Keywords: combination therapy; hepatocellular carcinoma; hepatocytes; immune checkpoint inhibitors; immune microenvironment; immune system; multikinase inhibitors.

Figure 1

Effect of sorafenib on the RAS/RAF cascade and specific receptors to initiate apoptosis. The drug inhibits phosphorylation of eIF4E to stop the initiation of transcription of RAS/RAF cascades. The resultant deficiency of proteins prevents cell division to stop tumor growth.

Figure 2

Lenvatinib inhibits both the vascular endothelial growth factor and fibroblast growth factor pathways to stop the development, survival, the proliferation of tumor cells, and endothelial cells involved in angiogenesis.

Figure 3

The primary molecular targets and signaling pathways for HCC targeted therapy. We listed the functional molecules with their regulators in signaling cascades as well as significant signaling pathways that are important for HCC development.

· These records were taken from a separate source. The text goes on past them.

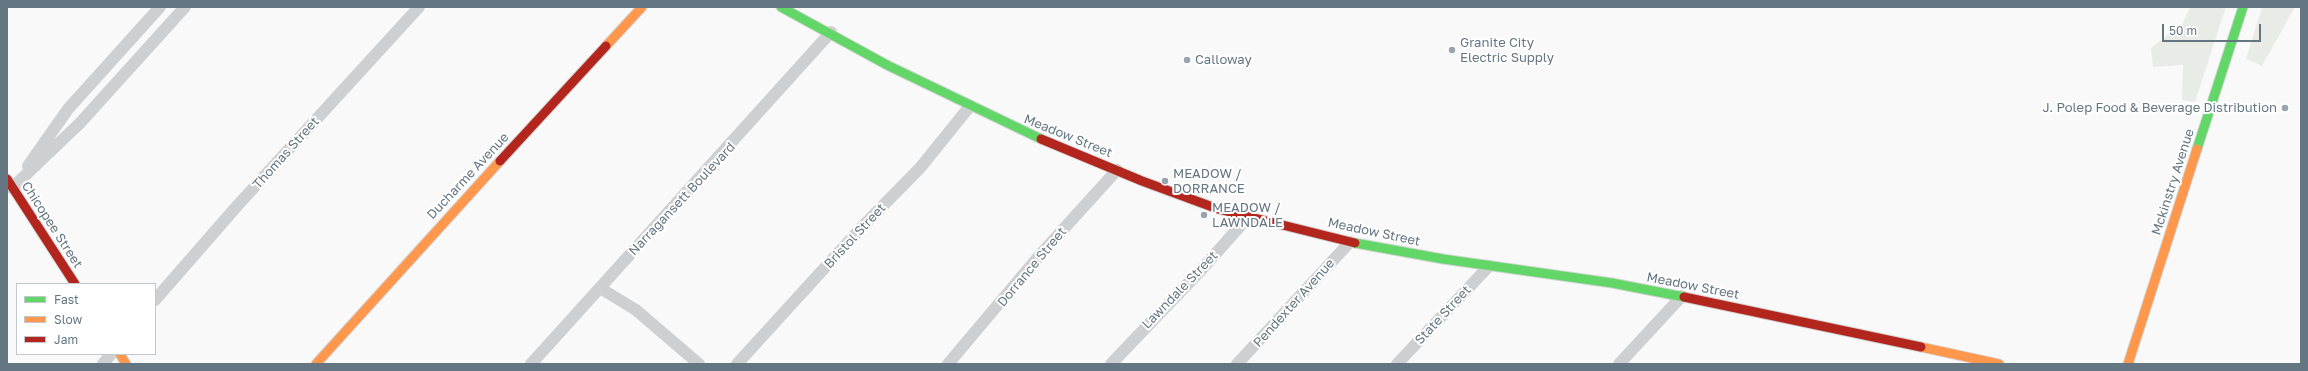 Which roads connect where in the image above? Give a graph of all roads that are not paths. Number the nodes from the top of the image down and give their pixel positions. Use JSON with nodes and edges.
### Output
{"nodes":[{"id":1,"x":160,"y":7,"type":"edge"},
{"id":2,"x":185,"y":7,"type":"edge"},
{"id":3,"x":418,"y":7,"type":"edge"},
{"id":4,"x":642,"y":7,"type":"edge"},
{"id":5,"x":781,"y":7,"type":"edge"},
{"id":6,"x":2243,"y":7,"type":"edge"},
{"id":7,"x":831,"y":32,"type":"junction"},
{"id":8,"x":109,"y":65,"type":"junction"},
{"id":9,"x":121,"y":78,"type":"junction"},
{"id":10,"x":970,"y":106,"type":"junction"},
{"id":11,"x":1117,"y":170,"type":"junction"},
{"id":12,"x":9,"y":187,"type":"edge"},
{"id":13,"x":1249,"y":216,"type":"junction"},
{"id":14,"x":1350,"y":242,"type":"junction"},
{"id":15,"x":1489,"y":266,"type":"junction"},
{"id":16,"x":74,"y":283,"type":"edge"},
{"id":17,"x":600,"y":288,"type":"junction"},
{"id":18,"x":1682,"y":296,"type":"junction"},
{"id":19,"x":156,"y":299,"type":"edge"},
{"id":20,"x":110,"y":355,"type":"edge"},
{"id":21,"x":121,"y":355,"type":"edge"},
{"id":22,"x":103,"y":364,"type":"edge"},
{"id":23,"x":126,"y":364,"type":"edge"},
{"id":24,"x":316,"y":364,"type":"edge"},
{"id":25,"x":531,"y":364,"type":"edge"},
{"id":26,"x":699,"y":364,"type":"edge"},
{"id":27,"x":738,"y":364,"type":"edge"},
{"id":28,"x":948,"y":364,"type":"edge"},
{"id":29,"x":1111,"y":364,"type":"edge"},
{"id":30,"x":1237,"y":364,"type":"edge"},
{"id":31,"x":1397,"y":364,"type":"edge"},
{"id":32,"x":1618,"y":364,"type":"edge"},
{"id":33,"x":1999,"y":364,"type":"edge"},
{"id":34,"x":2128,"y":364,"type":"edge"}],
"edges":[{"from":1,"to":8,"type":"street"},
{"from":2,"to":9,"type":"street"},
{"from":3,"to":19,"type":"street","name":"Thomas Street"},
{"from":4,"to":24,"type":"main road","name":"Ducharme Avenue"},
{"from":5,"to":7,"type":"main road","name":"Meadow Street"},
{"from":6,"to":34,"type":"main road","name":"Mckinstry Avenue"},
{"from":7,"to":10,"type":"main road","name":"Meadow Street"},
{"from":7,"to":17,"type":"street","name":"Narragansett Boulevard"},
{"from":8,"to":9,"type":"street"},
{"from":8,"to":12,"type":"street"},
{"from":9,"to":12,"type":"street"},
{"from":10,"to":11,"type":"main road","name":"Meadow Street"},
{"from":10,"to":27,"type":"street","name":"Bristol Street"},
{"from":11,"to":13,"type":"main road","name":"Meadow Street"},
{"from":11,"to":28,"type":"street","name":"Dorrance Street"},
{"from":12,"to":16,"type":"main road","name":"Chicopee Street"},
{"from":13,"to":14,"type":"main road","name":"Meadow Street"},
{"from":13,"to":29,"type":"street","name":"Lawndale Street"},
{"from":14,"to":15,"type":"main road","name":"Meadow Street"},
{"from":14,"to":30,"type":"street","name":"Pendexter Avenue"},
{"from":15,"to":18,"type":"main road","name":"Meadow Street"},
{"from":15,"to":31,"type":"street","name":"State Street"},
{"from":17,"to":25,"type":"street","name":"Narragansett Boulevard"},
{"from":17,"to":26,"type":"street"},
{"from":18,"to":32,"type":"street"},
{"from":18,"to":33,"type":"main road","name":"Meadow Street"},
{"from":20,"to":22,"type":"street"},
{"from":21,"to":23,"type":"main road"}]} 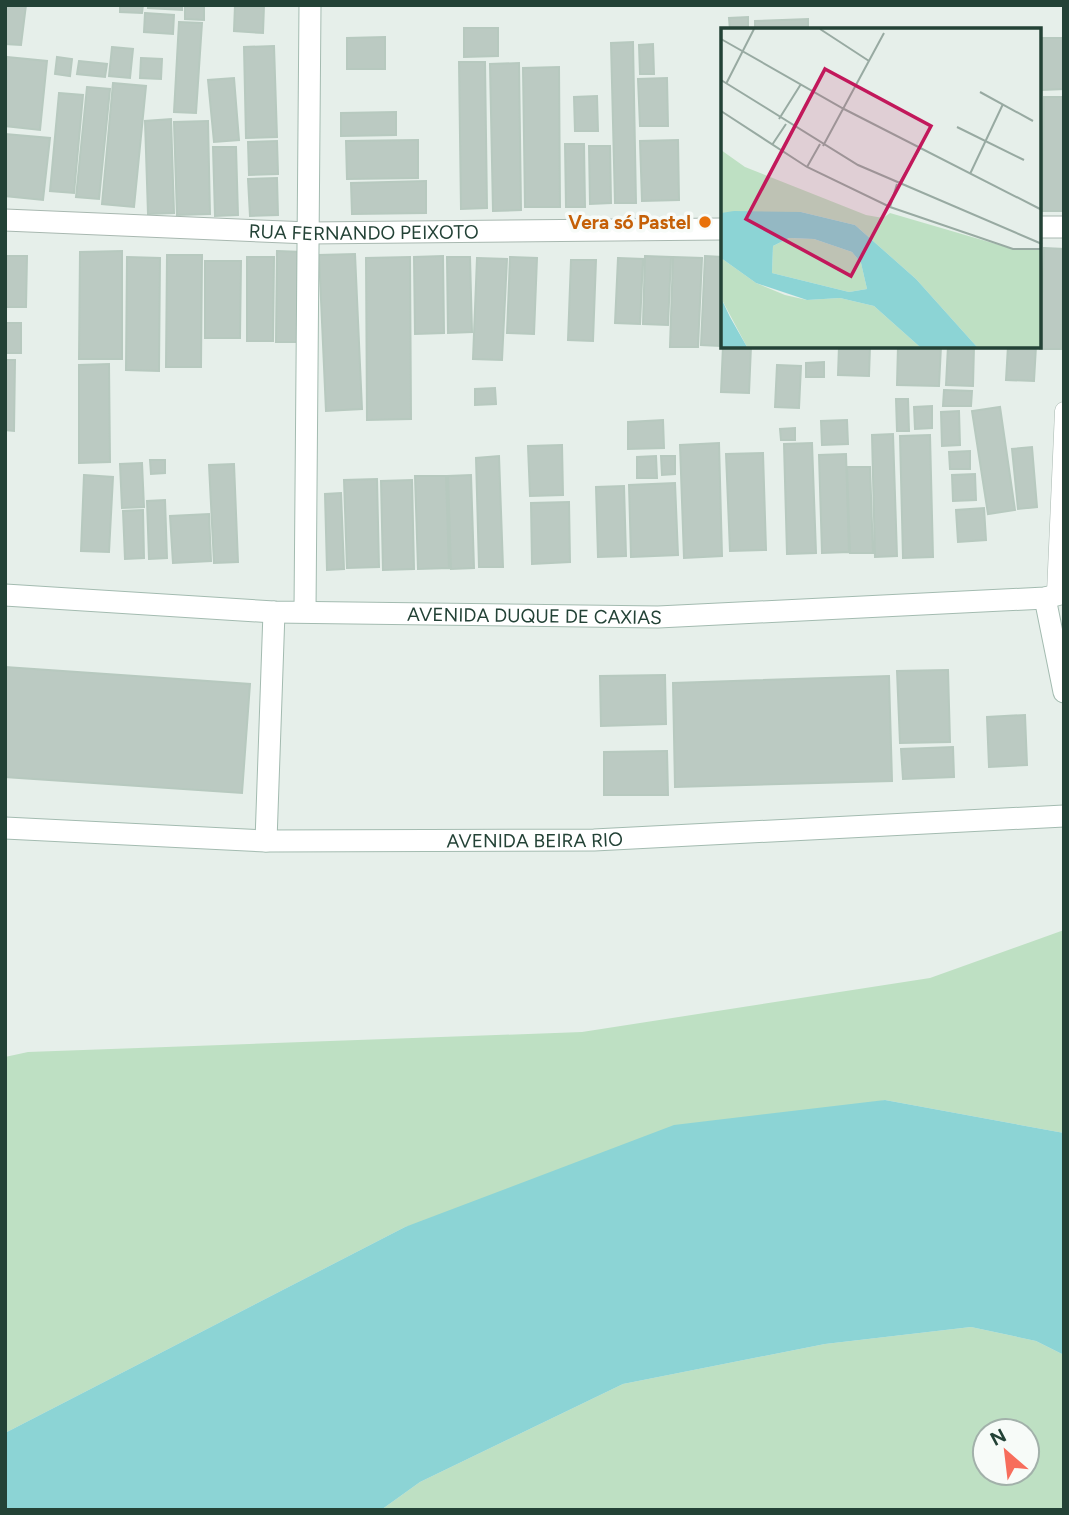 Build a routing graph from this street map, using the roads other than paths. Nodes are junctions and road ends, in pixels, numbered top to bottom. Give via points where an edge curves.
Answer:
1 (310, 5) edge
2 (5, 220) edge
3 (1064, 226) edge
4 (1041, 227) edge
5 (721, 229) edge
6 (309, 233) junction
7 (1064, 411) edge
8 (5, 595) edge
9 (1055, 595) edge
10 (274, 611) junction
11 (305, 611) junction
12 (1064, 692) edge
13 (1064, 816) edge
14 (5, 828) edge
15 (266, 841) junction

1 - 6 main road
2 - 6 main road, RUA FERNANDO PEIXOTO
3 - 4 main road
5 - 6 main road, RUA FERNANDO PEIXOTO
6 - 11 main road
7 - 9 lane
8 - 10 main road, AVENIDA DUQUE DE CAXIAS
9 - 11 main road, AVENIDA DUQUE DE CAXIAS via 658,617
9 - 12 main road
10 - 11 main road, AVENIDA DUQUE DE CAXIAS
10 - 15 main road
13 - 15 main road, AVENIDA BEIRA RIO via 594,841
14 - 15 main road, AVENIDA BEIRA RIO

Finally, we listed the targeted drugs currently being tested in clinical trials for advanced-stage HCC. SOS, son of sevenless; GRB2, growth factor receptor-bound protein 2; eIF4E, eukaryotic translation initiation factor 4E; RHEB, RAS homolog enriched in brain; PTEN, phosphatase and tensin homolog; TSC1/2, tuberous sclerosis ½; S6K, S6 kinase; 4EBP1/2, eukaryotic translation initiation factor 4E-binding protein; mTORC1/2, mammalian target of rapamycin complex ½; ½ JAKs, Janus kinase; SOCS, suppressors of cytokine signaling; STAT, signal transducers and activators of transcription; PIAS, protein inhibitors of activated STAT; PTP, protein tyrosine phosphatase; FGFR4, fibroblast growth factor receptor-4; FGF19, fibroblast growth factor-19; FRS2/3, fibroblast growth factor receptor substrate 2 and 3; GAB1, GRB2-associated binding protein 1; DAG, diacylglycerol; PLCγ, phospholipase C gamma; c-MET, mesenchymal–epithelial transition factor; WNT, wingless related integration site; CK1α, casein kinase 1α; DVL, disheveled; APC, adenomatous polyposis coli; GSK3β, glycogen synthase kinase 3β.

Figure 4

The synergistic therapeutic efficacy of antiangiogenic agents and immune checkpoint inhibitors involves unraveling underlying mechanistic insights. Combining immune checkpoint inhibitors with tyrosine kinase inhibitors or antiangiogenic antibodies together with locoregional treatment might increase response rates by infiltrating immune cells into “cold” tumors and transforming them into “hot” tumors. This synergy might involve several processes, including the activation of different anti-immune cells, the inhibition of immune cell types that promote tumor growth, or vascular normalization, and enhances immunological infiltration and drug delivery.

Figure 5

PD-1 binds with PDL1 to inhibit the growth and development of T-killer cells and causes T cells to become exhausted. CTLA4 attaches to CD80/86 to prevent T cells from becoming activated. Immunological checkpoint inhibition prevents immunity exhaustion, diminishes regulatory T cell activity, and triggers the recurrence of the antitumor immunological response.

Figure 6

Natural history, current treatment approaches, and future advancements in immunotherapy for the effective management of HCC. The Barcelona Clinic Liver Cancer (BCLC) staging system categorizes HCC into five stages based on factors such as the extent of disease and liver function. These are some ongoing trials for early-stage HCC investigating the safety and efficacy of drugs in monotherapy or combination therapy for recurrence-free survival. In intermediate and advanced stages of HCC, ICIs are often used in combination with targeted therapy to increase the overall response and objective response rate.